On Saturday night, there also will be a series of entertainment options – including live music, a comedian, trivia contest, and a midnight breakfast-- at nearby SteelStacks to introduce students to the Lehigh After Dark
program, which offers alcohol-free social options on weekends.
'It's in my DNA'
The afternoon’s activities began with a “Farewell to Families” event in Grace Hall. Kevin Clayton welcomed his first incoming class as interim president, following the departure of Alice Gast in mid-summer. As a former student, trustee and parent, Clayton told the hundreds assembled that his Lehigh roots are “deep and wide – this place is a part of me, it’s in my DNA.”
But after only his third full week in his new role, Clayton said, “I guess you could say I’m a 52-year-old freshman.”
Clayton recalled his first visit to campus as a young child, accompanying his father, a 1951 graduate.
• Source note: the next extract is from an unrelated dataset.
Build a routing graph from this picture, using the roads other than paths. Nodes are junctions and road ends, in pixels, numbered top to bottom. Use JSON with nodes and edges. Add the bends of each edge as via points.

The Clayton family sent three generations of Claytons – 12 in all – to Lehigh.
“From our family to yours, welcome,” Clayton said. “Lehigh is a special place made up of a lot of special people, and you got to meet some of them earlier today—our Lehigh Brown volunteer army of students, staff, and faculty who pitched in to help you unload your vehicles. Move-In Day is one of our great Lehigh traditions, and I hope it helped your sons and daughters to feel at home. “
Clayton spoke of his own undergraduate experience, arriving at Lehigh nearly 34 years to the day. “I was in the same position as your sons and daughters—a wide-eyed, excited, and yes, somewhat nervous 18-year-old, all set to begin my college experience.”
He also recalled his son’s first day of Lehigh in 2009.
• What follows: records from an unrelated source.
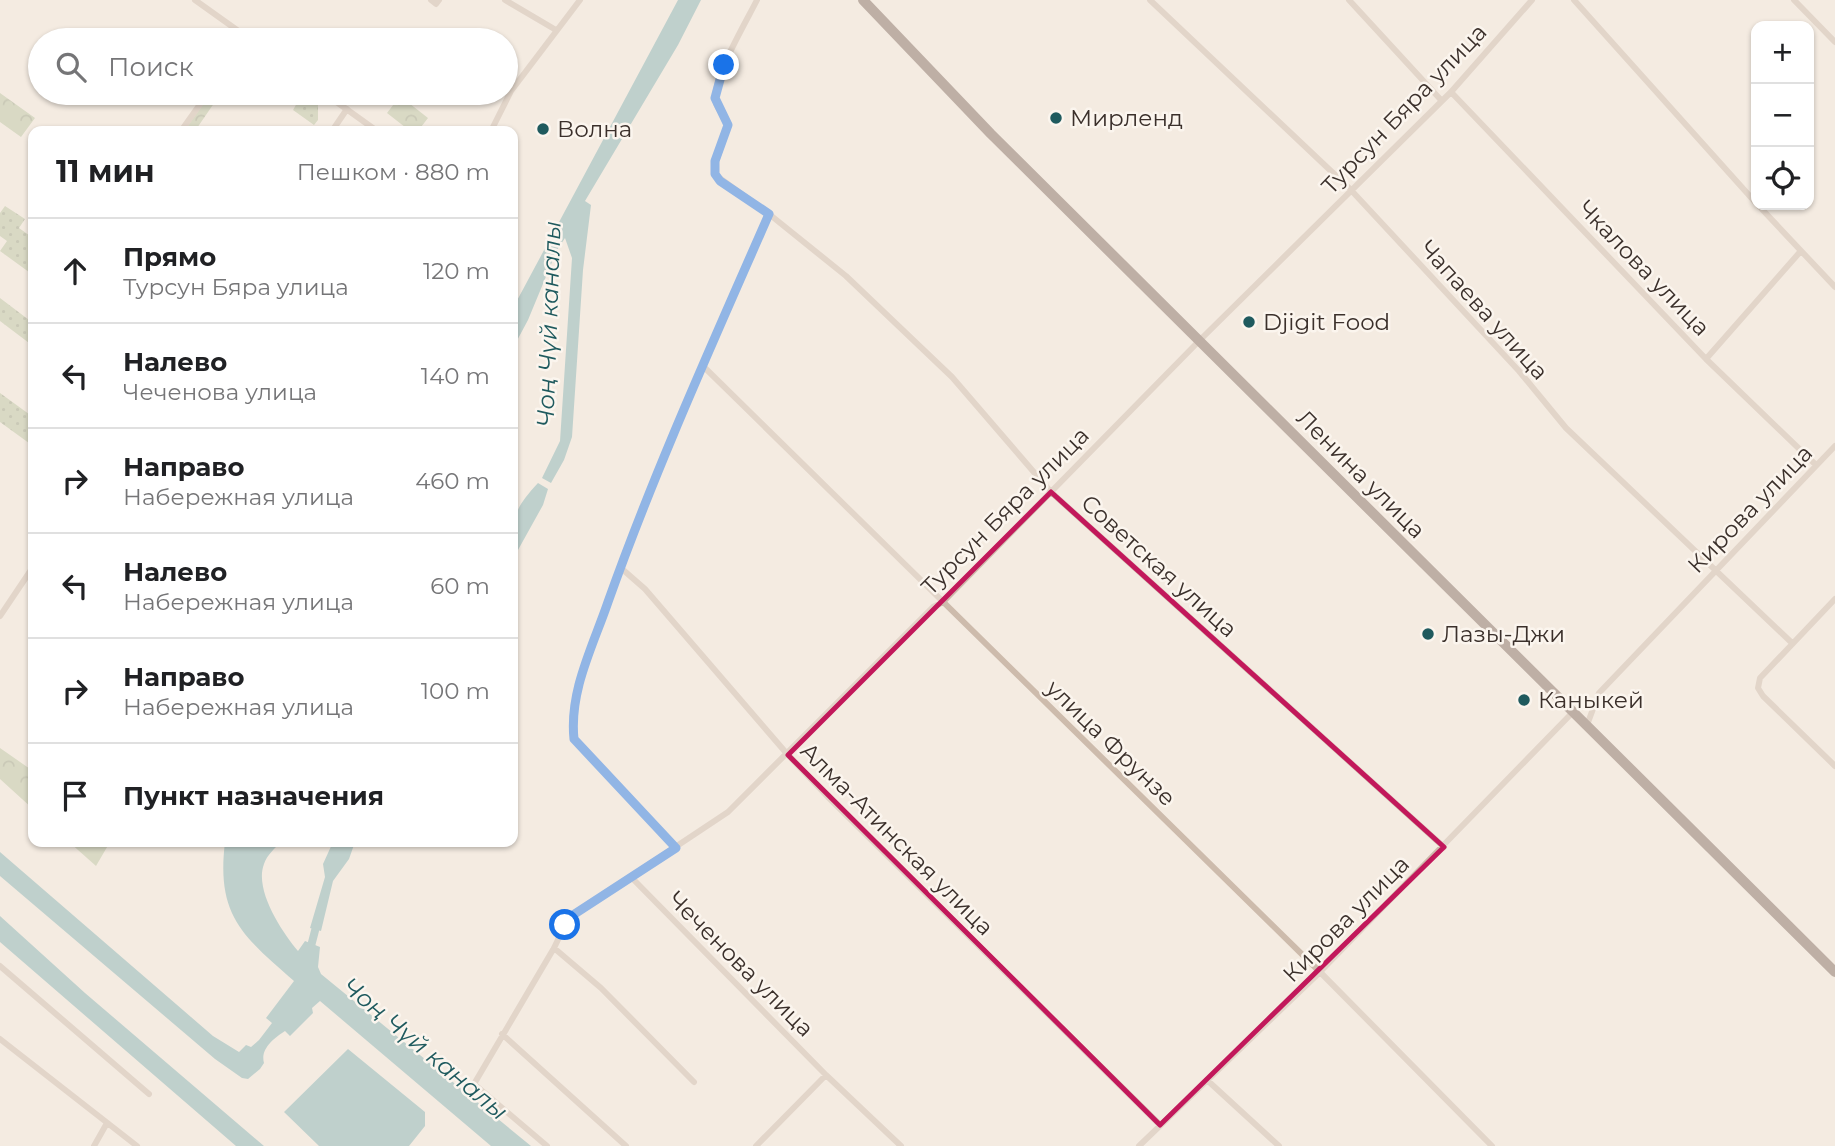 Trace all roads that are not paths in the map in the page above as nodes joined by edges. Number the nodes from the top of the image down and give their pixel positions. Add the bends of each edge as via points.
1 (195, 0) edge
2 (431, 0) edge
3 (439, 0) edge
4 (505, 0) edge
5 (580, 0) edge
6 (757, 0) edge
7 (863, 0) edge
8 (1150, 0) edge
9 (1349, 0) edge
10 (1532, 0) edge
11 (1574, 0) edge
12 (1794, 0) edge
13 (232, 28) edge
14 (556, 30) junction
15 (1835, 41) edge
16 (518, 82) edge
17 (1451, 92) junction
18 (1441, 100) junction
19 (199, 105) edge
20 (341, 105) edge
21 (504, 105) edge
22 (347, 109) junction
23 (185, 126) edge
24 (335, 126) edge
25 (370, 126) edge
26 (494, 126) edge
27 (1350, 189) junction
28 (1751, 197) edge
29 (1762, 210) edge
30 (769, 214) junction
31 (1800, 252) junction
32 (1835, 288) edge
33 (1199, 341) junction
34 (1706, 359) junction
35 (703, 366) junction
36 (1835, 446) edge
37 (1816, 465) junction
38 (1051, 492) junction
39 (621, 568) junction
40 (1714, 570) junction
41 (28, 574) edge
42 (1835, 599) edge
43 (943, 602) junction
44 (0, 616) edge
45 (1792, 643) junction
46 (1573, 712) junction
47 (1587, 725) junction
48 (788, 755) junction
49 (1835, 766) edge
50 (1444, 847) junction
51 (676, 848) junction
52 (631, 877) junction
53 (554, 948) junction
54 (0, 966) edge
55 (1320, 972) junction
56 (1835, 972) edge
57 (502, 1034) junction
58 (0, 1039) edge
59 (827, 1075) junction
60 (1207, 1080) junction
61 (694, 1082) dead end
62 (149, 1094) dead end
63 (107, 1123) junction
64 (1160, 1125) junction
65 (94, 1146) edge
66 (137, 1146) edge
67 (547, 1146) edge
68 (625, 1146) edge
69 (756, 1146) edge
70 (901, 1146) edge
71 (1139, 1146) edge
72 (1279, 1146) edge
73 (1492, 1146) edge

1 - 13 street
2 - 3 street via 436,4
4 - 14 street
5 - 14 street
6 - 30 street, Советская улица via 724,65 715,98 728,125 715,174
7 - 33 main road, Ленина улица via 990,134
8 - 27 street, Чапаева улица
9 - 18 street
10 - 17 street, Турсун Бяра улица
11 - 28 street
12 - 15 street
14 - 16 street
17 - 18 street, Турсун Бяра улица
17 - 34 street, Чкалова улица
18 - 27 street, Турсун Бяра улица
19 - 23 street
20 - 22 street
21 - 26 street
22 - 24 street
22 - 25 street
27 - 33 street, Турсун Бяра улица
27 - 40 street, Чапаева улица via 1566,428
29 - 31 street
30 - 35 street
30 - 38 street, Советская улица via 846,276 952,377
31 - 32 street
31 - 34 street
33 - 38 street, Турсун Бяра улица
33 - 46 main road, Ленина улица
34 - 37 street, Чкалова улица
35 - 39 street
35 - 43 street, улица Фрунзе
36 - 37 street, Кирова улица
37 - 40 street, Кирова улица
38 - 43 street, Турсун Бяра улица
38 - 50 street, Советская улица
39 - 48 street, Алма-Атинская улица via 645,589
39 - 51 street via 575,695 574,739
40 - 45 street, Чапаева улица
40 - 47 street, Кирова улица via 1599,693
41 - 44 street
42 - 45 street
43 - 48 street, Турсун Бяра улица
43 - 55 street, улица Фрунзе
45 - 49 street via 1760,678 1758,688
46 - 47 main road, Ленина улица
46 - 50 street, Кирова улица
47 - 56 main road, Ленина улица
48 - 51 street, Турсун Бяра улица via 728,812
48 - 64 street, Алма-Атинская улица
50 - 55 street, Кирова улица
51 - 52 street, Турсун Бяра улица
52 - 53 street, Турсун Бяра улица via 573,915
52 - 59 street, Чеченова улица
53 - 57 street, Турсун Бяра улица
53 - 61 street via 601,988
54 - 62 street
55 - 60 street, Кирова улица
55 - 73 street, улица Фрунзе
57 - 67 street, Турсун Бяра улица via 474,1084
57 - 68 street
58 - 63 street
59 - 69 street
59 - 70 street, Чеченова улица
60 - 64 street, Кирова улица
60 - 72 street
63 - 65 street
63 - 66 street
64 - 71 street, Кирова улица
“I remember what it was like to be sitting out there where you are sitting,” he said. “Like you,
my wife and I had some anxieties. Was our son really ready for all this? Would he be safe here? After all, we wouldn’t be right alongside him anymore, ready at a moment’s notice to bail him out of a jam. Would he make the right social decisions? Would all this be worth it? Would he get a good job after graduation?”
Clayton assured the families that their children will be well-served by Lehigh.
“There are a lot of things we do very well here at Lehigh, things we pride ourselves on,” he said. “Safety is at the top of our list. … We will do our part. At the same time, we need students to do their part by using good judgment and making smart decisions, particularly with regard to their social life. “
Incoming Lehigh students also will find themselves immersed in an inclusive, equitable living and learning environment that celebrates diversity, and embraces academic, cultural, economic and physical differences.
“We respect one another, look out for one another, and help one another succeed,” he said. “The Principles (of an Equitable Community) are not just words on paper; they are what we believe in and what we expect of our entire campus community. “
He noted the Lehigh commitment to student success, and expressed his hope that the incoming students will take advantage of the breadth of opportunities for engagement here on campus, and the support and encouragement readily available through a network of more than 70,000 “fiercely loyal alumni.”
His father, he said, had an intense love of Lehigh and used to say that something special happens on South Mountain. That, he said, was his testimonial to his alma mater.
“I’ll say it this way: By the time your child leaves Lehigh, they will have received a first-rate education and forged some of the strongest relationships of their lives,” he said. “It could be their roommate, a teammate, a lab partner, a professor, a member of the support staff—or quite possibly, all of the above. But these relationships will be enduring and, I guarantee you, they will be special.”
Clayton was preceded by Allison Gulati, associate dean of students and director of strategic initiatives, and Provost Pat Farrell, who both spoke about programs and resources available to support first-year students in their transition to college.